▶ Stored data:
--

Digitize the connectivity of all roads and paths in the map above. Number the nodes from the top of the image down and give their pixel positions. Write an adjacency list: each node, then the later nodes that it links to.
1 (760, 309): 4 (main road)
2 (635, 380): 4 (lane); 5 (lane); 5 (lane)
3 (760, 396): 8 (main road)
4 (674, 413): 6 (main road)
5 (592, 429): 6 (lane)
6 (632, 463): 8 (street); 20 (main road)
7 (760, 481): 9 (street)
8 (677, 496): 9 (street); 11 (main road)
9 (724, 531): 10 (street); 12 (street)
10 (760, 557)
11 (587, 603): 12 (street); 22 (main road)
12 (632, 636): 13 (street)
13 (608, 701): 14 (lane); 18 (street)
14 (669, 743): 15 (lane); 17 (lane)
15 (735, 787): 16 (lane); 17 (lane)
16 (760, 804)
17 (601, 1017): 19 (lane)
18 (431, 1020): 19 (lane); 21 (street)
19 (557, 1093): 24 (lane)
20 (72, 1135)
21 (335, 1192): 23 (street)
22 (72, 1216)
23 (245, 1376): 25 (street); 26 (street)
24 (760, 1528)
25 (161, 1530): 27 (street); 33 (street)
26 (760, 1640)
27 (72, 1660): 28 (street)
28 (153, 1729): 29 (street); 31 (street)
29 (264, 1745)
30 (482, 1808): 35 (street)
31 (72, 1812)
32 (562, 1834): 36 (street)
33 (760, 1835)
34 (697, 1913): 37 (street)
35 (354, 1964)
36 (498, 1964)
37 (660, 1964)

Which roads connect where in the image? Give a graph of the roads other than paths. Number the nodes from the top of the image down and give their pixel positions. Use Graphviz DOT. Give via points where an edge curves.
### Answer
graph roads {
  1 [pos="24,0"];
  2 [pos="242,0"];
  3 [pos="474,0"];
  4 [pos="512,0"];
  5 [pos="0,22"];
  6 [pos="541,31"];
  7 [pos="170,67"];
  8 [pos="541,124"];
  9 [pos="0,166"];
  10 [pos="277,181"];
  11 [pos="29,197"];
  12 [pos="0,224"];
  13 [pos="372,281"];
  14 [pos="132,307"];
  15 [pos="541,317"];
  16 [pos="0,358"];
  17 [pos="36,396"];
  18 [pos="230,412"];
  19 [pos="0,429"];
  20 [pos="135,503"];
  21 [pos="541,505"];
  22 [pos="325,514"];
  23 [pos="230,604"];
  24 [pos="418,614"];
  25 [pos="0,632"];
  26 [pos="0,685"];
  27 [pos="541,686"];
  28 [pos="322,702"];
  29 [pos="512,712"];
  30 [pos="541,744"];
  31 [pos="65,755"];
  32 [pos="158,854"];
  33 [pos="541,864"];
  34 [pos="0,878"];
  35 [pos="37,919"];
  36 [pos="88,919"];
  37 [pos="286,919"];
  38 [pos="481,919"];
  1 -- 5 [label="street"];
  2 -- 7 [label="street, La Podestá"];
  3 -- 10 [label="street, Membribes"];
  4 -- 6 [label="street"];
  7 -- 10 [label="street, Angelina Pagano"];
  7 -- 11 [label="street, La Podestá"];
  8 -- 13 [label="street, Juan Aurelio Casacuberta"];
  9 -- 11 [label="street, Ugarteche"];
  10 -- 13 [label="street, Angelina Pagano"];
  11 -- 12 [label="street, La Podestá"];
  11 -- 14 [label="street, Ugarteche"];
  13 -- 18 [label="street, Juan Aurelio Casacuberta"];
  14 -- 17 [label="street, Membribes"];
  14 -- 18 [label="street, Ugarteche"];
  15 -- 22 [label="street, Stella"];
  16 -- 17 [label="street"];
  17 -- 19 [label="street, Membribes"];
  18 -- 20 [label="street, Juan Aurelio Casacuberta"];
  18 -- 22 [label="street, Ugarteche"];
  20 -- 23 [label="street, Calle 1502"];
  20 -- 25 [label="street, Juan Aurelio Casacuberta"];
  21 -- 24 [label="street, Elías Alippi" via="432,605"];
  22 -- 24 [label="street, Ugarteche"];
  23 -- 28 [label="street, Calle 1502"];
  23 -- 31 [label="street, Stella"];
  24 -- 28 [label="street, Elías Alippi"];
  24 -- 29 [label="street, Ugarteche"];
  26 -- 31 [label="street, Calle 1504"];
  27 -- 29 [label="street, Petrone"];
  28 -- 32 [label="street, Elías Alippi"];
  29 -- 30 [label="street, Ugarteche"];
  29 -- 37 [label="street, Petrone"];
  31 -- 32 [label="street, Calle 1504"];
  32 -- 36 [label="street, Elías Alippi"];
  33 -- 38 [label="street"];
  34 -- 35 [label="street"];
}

--

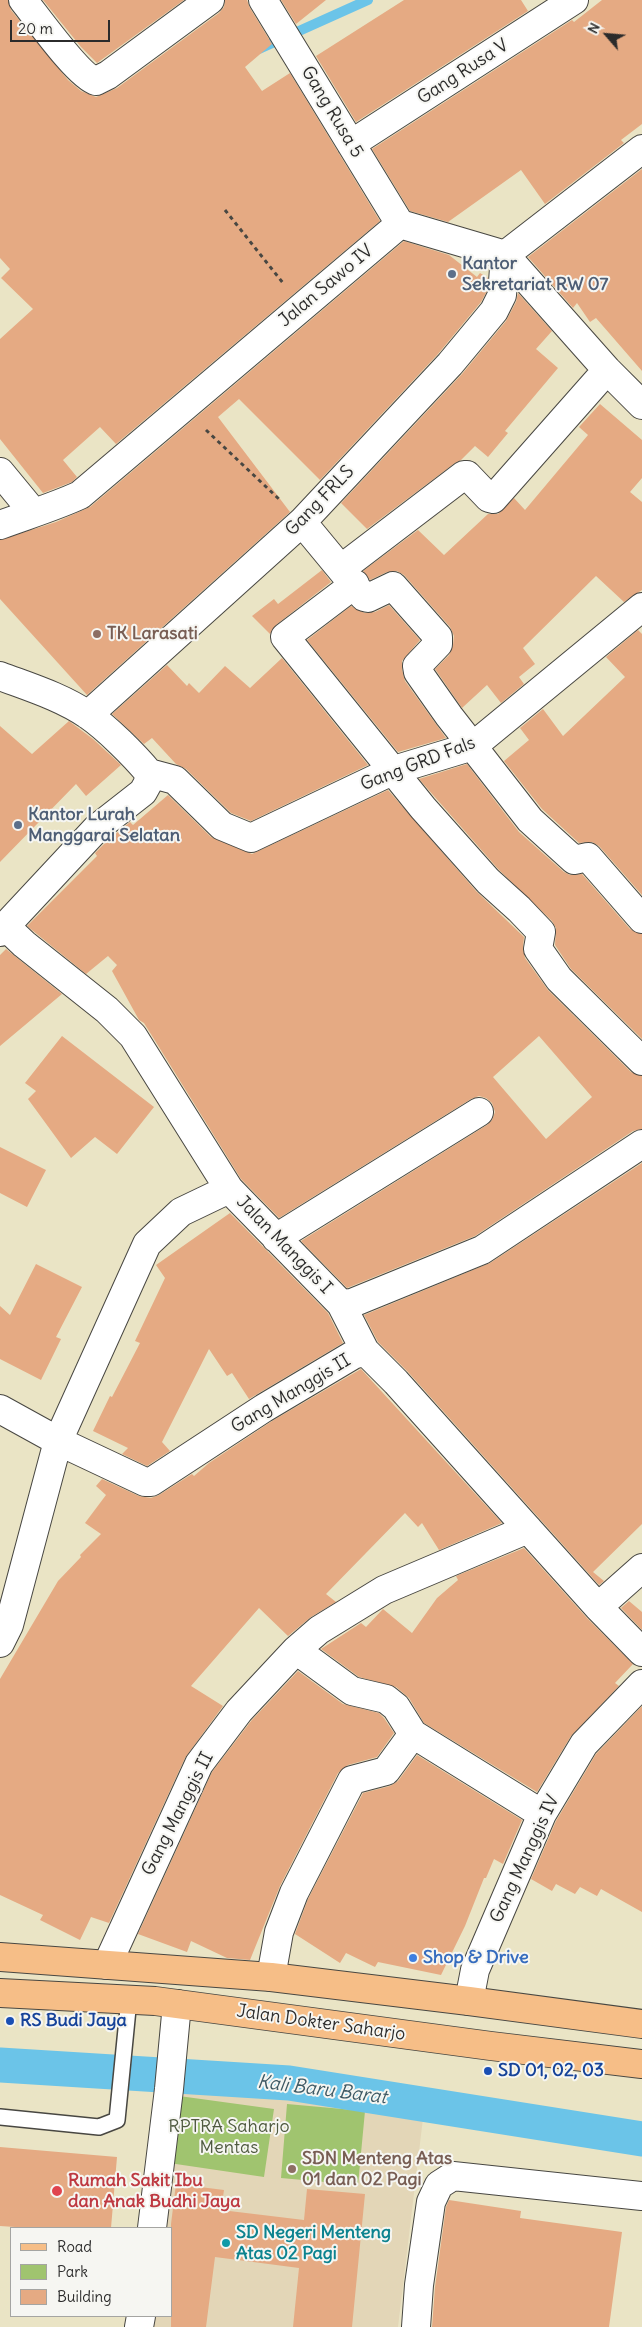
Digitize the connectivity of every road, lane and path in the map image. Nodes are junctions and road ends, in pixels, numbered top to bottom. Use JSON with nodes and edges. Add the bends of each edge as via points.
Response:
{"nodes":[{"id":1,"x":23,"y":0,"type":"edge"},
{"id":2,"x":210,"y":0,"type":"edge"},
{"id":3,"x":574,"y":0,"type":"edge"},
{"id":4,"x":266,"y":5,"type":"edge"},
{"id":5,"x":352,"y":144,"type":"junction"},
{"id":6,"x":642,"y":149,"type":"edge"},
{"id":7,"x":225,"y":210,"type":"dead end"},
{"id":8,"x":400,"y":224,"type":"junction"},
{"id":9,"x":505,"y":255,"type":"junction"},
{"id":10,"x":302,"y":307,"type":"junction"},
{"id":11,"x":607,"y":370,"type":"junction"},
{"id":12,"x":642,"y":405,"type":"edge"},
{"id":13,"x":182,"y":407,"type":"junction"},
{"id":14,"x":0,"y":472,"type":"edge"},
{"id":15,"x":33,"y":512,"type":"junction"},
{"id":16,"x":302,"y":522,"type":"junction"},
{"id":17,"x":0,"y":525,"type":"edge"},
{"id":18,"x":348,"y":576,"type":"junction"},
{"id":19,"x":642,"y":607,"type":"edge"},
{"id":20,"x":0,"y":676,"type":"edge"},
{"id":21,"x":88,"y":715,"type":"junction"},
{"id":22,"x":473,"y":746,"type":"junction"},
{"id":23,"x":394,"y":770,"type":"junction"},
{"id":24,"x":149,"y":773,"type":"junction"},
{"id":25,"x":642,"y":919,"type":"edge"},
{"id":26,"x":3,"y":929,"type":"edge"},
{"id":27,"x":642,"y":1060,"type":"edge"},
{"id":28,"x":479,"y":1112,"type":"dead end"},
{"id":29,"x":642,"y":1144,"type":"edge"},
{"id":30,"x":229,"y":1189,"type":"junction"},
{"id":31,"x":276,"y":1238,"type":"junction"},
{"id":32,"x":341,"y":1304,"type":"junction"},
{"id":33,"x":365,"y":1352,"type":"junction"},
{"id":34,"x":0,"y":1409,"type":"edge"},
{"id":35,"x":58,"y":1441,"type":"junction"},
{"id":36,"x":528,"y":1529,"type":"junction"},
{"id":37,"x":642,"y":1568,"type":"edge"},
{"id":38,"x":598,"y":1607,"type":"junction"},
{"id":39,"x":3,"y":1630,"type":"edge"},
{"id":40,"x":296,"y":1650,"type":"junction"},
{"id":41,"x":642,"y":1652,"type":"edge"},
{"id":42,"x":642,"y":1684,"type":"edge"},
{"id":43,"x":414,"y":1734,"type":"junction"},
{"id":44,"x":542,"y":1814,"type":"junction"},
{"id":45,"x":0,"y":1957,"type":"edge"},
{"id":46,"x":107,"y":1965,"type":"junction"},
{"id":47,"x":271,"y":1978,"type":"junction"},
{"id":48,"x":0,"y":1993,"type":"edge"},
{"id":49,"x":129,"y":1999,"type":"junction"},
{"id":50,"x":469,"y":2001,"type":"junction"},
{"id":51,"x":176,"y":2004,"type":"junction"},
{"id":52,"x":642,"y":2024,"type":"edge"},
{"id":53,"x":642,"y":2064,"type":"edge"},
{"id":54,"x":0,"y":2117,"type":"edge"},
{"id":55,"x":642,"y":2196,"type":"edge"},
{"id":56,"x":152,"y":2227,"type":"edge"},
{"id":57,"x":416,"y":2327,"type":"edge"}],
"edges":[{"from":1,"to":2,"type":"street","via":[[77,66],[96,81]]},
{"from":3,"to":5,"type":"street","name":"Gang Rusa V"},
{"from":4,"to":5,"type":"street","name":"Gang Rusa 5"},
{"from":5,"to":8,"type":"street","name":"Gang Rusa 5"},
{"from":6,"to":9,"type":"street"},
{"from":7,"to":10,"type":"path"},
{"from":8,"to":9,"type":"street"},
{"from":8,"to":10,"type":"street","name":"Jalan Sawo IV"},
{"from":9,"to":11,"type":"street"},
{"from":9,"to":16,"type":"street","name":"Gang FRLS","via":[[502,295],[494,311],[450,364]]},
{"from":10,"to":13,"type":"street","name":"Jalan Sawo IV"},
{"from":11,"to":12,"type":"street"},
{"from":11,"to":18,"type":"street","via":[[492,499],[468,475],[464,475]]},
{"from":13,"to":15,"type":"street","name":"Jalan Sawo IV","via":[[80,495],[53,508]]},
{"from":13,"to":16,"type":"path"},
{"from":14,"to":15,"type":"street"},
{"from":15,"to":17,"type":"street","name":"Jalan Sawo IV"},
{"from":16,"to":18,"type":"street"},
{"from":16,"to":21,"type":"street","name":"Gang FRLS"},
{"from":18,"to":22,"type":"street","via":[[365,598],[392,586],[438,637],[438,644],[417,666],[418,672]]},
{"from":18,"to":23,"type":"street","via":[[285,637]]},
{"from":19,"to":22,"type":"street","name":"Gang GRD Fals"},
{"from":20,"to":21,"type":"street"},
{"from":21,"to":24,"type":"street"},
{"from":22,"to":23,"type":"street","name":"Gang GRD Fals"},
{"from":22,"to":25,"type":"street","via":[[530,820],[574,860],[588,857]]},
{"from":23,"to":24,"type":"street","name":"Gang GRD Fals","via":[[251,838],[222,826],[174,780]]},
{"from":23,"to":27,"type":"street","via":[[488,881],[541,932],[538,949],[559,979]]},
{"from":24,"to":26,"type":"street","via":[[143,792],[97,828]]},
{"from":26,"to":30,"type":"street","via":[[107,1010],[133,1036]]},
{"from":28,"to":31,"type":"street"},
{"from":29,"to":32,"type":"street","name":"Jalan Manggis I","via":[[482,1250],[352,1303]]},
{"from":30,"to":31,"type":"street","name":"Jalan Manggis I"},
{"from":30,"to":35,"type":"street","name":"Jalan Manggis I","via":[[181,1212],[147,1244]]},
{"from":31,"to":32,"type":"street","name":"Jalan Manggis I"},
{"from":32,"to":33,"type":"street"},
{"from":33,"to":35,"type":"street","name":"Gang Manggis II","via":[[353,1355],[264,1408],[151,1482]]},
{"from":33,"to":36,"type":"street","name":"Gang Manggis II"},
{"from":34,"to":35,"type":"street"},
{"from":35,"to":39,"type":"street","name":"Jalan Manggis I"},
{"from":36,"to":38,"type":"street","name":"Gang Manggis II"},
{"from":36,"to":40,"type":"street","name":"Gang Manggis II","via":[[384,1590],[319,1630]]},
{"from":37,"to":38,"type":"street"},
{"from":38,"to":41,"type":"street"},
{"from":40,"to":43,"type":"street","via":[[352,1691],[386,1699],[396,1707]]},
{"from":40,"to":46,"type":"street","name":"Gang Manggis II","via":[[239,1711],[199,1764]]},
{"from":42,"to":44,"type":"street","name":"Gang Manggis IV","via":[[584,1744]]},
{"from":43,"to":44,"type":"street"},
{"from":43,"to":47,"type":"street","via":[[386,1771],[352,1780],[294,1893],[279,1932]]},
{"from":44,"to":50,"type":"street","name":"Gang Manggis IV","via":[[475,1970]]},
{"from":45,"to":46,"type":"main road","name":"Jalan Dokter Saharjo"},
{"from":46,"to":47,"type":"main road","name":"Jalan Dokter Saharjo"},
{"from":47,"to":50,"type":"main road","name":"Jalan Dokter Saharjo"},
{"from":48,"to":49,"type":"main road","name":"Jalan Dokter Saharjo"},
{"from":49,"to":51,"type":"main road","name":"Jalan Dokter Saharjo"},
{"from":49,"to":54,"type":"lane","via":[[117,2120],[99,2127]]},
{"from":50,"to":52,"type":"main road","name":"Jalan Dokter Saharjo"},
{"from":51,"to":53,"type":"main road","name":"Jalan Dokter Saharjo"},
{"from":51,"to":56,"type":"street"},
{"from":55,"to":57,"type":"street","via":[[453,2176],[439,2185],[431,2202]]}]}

--

If a line above holds the word "Sawo", copy it.

▶ WRITTEN ANSWER:
{"from":8,"to":10,"type":"street","name":"Jalan Sawo IV"},
{"from":10,"to":13,"type":"street","name":"Jalan Sawo IV"},
{"from":13,"to":15,"type":"street","name":"Jalan Sawo IV","via":[[80,495],[53,508]]},
{"from":15,"to":17,"type":"street","name":"Jalan Sawo IV"},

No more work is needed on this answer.